* PROMPT:
Which of the lines below include "ĐƯỜNG"? Each one should be copied out.

* DATASET EXTRACT:
>>

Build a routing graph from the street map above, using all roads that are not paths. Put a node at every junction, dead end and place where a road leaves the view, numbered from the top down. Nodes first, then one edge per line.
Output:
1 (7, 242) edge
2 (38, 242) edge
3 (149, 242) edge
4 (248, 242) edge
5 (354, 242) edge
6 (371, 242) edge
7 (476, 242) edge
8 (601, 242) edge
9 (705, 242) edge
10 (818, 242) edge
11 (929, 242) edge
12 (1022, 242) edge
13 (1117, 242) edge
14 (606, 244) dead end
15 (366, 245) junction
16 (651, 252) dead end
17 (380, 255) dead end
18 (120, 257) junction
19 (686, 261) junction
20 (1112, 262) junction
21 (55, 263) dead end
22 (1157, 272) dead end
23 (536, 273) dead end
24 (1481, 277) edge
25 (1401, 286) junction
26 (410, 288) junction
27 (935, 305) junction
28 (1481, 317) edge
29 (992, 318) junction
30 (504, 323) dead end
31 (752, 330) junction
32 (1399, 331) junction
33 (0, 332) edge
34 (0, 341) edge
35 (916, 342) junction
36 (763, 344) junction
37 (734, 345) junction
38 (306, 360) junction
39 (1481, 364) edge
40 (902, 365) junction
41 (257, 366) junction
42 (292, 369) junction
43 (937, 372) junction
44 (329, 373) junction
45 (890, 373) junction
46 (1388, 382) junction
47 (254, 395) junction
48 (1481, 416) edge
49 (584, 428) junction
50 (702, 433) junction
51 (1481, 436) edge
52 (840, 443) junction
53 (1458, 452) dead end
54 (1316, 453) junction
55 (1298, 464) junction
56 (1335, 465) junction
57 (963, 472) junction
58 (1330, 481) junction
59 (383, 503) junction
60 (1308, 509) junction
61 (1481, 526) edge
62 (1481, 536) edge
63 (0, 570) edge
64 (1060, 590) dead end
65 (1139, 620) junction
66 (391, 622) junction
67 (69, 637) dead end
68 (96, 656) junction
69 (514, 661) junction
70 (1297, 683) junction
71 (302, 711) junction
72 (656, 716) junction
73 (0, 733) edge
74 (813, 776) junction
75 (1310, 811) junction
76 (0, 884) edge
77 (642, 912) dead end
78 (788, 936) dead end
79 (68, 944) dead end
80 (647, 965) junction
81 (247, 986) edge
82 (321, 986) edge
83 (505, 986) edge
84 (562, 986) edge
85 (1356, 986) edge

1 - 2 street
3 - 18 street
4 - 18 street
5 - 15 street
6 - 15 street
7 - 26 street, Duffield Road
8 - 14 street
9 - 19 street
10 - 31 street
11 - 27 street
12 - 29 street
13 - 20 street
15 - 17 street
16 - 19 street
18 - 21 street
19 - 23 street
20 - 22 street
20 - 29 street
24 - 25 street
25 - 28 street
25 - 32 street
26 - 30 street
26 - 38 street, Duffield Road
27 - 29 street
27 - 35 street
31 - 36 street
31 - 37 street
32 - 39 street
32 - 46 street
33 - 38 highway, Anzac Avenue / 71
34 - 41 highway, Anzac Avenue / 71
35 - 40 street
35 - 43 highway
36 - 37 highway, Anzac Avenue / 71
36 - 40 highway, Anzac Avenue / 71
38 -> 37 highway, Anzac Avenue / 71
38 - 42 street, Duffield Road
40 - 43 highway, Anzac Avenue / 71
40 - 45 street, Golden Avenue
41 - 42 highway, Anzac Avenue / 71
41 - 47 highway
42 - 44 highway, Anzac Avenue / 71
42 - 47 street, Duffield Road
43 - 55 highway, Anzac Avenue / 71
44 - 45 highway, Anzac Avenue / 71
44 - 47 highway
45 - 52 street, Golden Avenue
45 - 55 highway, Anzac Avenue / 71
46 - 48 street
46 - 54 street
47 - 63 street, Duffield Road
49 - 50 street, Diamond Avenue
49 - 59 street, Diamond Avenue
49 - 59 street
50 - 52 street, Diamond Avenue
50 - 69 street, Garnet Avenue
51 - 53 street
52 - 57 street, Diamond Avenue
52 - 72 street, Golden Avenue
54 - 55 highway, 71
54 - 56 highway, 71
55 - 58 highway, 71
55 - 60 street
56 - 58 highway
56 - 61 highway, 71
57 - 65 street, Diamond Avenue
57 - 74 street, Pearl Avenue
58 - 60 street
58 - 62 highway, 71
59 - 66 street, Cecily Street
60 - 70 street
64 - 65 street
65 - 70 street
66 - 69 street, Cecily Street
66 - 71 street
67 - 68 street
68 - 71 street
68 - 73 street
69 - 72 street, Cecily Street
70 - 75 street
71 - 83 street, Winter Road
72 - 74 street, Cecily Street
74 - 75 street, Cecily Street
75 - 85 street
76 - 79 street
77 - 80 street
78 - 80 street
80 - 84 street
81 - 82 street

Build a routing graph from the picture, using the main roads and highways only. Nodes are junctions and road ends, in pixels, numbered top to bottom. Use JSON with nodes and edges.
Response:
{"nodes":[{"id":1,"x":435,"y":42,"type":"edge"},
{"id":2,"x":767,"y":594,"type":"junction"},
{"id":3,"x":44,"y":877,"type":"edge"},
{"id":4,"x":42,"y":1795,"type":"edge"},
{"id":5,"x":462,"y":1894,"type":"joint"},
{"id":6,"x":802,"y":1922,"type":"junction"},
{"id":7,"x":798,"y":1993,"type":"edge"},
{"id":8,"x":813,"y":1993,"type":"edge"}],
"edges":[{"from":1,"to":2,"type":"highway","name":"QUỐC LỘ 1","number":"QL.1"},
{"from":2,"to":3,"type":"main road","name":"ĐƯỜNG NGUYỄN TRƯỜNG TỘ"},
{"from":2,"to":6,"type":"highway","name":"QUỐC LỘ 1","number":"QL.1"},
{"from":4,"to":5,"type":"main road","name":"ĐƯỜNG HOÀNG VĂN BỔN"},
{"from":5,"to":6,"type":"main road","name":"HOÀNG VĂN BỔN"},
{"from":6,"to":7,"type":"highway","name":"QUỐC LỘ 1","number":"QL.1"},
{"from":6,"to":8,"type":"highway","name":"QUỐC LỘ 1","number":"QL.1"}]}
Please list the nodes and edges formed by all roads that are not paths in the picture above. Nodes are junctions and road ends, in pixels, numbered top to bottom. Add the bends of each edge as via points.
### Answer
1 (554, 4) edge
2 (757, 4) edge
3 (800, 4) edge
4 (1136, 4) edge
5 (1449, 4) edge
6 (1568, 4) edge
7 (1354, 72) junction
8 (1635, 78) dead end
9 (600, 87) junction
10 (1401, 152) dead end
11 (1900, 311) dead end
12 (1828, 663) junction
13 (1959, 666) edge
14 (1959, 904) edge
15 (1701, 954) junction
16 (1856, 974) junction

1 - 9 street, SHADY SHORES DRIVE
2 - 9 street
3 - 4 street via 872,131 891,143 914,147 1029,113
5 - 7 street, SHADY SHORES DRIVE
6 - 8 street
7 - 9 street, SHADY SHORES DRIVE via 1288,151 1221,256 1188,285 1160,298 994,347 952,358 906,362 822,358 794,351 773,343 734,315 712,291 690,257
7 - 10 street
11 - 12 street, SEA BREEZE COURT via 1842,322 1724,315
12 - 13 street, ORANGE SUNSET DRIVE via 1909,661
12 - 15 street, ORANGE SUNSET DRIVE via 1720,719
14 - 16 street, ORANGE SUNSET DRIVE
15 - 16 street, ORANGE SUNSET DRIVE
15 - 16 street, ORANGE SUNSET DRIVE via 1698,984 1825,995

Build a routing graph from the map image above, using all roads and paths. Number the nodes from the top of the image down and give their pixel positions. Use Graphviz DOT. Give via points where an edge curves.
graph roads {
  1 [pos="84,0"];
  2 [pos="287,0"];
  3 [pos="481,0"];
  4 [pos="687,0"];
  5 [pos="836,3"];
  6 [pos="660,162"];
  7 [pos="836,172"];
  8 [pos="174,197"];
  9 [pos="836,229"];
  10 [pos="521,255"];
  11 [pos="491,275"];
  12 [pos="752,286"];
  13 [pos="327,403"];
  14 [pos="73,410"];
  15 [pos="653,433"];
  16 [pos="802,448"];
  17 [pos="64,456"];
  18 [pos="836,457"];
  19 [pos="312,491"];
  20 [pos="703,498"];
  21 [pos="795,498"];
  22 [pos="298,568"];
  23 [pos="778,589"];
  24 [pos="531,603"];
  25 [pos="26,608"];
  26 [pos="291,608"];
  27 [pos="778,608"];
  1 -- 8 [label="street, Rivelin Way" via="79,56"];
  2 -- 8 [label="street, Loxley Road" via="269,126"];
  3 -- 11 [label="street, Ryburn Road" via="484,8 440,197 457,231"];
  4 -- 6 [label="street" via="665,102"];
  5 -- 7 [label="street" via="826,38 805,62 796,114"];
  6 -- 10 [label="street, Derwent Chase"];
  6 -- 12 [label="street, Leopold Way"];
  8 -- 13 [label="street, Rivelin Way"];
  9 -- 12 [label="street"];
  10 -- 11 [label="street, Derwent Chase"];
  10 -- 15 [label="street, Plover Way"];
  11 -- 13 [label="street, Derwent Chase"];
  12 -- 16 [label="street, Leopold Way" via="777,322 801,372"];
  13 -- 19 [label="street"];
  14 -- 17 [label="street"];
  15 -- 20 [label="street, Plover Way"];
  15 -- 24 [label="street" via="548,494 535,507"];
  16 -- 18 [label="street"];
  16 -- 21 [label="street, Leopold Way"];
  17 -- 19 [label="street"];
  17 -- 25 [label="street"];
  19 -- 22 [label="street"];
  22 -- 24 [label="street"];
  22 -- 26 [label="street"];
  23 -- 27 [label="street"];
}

<<

* SOLUTION TO THIS PROBLEM:
{"from":2,"to":3,"type":"main road","name":"ĐƯỜNG NGUYỄN TRƯỜNG TỘ"},
{"from":4,"to":5,"type":"main road","name":"ĐƯỜNG HOÀNG VĂN BỔN"},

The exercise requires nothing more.